EXERCISE DESCRIPTION: Look through the entries below, please, and copy every line with the word "Nippelgasse".

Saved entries

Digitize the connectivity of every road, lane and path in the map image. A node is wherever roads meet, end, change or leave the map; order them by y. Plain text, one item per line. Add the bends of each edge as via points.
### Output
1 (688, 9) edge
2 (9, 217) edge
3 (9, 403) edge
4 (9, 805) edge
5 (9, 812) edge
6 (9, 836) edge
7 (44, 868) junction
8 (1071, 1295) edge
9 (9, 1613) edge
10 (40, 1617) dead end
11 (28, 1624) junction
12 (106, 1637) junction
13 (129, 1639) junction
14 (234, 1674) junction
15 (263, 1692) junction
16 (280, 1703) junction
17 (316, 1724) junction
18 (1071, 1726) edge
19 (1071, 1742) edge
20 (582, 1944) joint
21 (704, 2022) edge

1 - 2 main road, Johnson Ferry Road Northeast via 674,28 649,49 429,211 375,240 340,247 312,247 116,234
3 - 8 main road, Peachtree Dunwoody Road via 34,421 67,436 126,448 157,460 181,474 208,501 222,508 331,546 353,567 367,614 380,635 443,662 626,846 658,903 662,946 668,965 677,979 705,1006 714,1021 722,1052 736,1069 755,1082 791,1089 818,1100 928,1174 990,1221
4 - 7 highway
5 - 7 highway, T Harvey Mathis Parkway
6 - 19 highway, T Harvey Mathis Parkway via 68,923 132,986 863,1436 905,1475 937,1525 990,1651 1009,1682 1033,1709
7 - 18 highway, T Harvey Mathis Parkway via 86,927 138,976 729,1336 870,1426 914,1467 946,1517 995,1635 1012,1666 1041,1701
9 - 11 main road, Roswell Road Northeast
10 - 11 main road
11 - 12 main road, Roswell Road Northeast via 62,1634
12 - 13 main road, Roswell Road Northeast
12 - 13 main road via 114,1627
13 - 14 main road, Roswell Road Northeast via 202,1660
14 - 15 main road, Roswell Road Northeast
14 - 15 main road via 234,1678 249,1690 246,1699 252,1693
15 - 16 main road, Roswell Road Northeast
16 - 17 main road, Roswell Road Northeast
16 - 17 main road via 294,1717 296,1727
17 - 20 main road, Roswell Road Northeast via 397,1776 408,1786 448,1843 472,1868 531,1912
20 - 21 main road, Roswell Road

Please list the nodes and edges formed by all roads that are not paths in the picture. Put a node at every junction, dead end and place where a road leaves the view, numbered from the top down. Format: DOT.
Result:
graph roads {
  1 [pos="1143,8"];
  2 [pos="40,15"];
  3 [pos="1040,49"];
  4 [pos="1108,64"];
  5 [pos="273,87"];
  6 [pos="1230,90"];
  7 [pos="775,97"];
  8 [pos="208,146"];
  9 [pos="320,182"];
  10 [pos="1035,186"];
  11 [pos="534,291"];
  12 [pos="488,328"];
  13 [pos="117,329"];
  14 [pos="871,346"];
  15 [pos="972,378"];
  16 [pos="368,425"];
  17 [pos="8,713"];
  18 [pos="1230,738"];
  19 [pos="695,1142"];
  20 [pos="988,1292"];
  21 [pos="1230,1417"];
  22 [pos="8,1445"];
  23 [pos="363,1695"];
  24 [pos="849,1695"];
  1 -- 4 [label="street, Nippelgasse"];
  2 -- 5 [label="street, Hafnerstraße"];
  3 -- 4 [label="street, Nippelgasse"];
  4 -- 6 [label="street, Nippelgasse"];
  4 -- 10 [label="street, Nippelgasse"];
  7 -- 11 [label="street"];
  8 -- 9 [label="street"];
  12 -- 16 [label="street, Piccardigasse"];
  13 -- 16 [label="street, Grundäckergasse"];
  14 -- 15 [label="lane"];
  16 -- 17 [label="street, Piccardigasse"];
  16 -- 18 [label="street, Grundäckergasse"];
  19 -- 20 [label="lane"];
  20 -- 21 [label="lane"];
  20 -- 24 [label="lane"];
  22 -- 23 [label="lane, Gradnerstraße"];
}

EXERCISE OUTPUT:
  1 -- 4 [label="street, Nippelgasse"];
  3 -- 4 [label="street, Nippelgasse"];
  4 -- 6 [label="street, Nippelgasse"];
  4 -- 10 [label="street, Nippelgasse"];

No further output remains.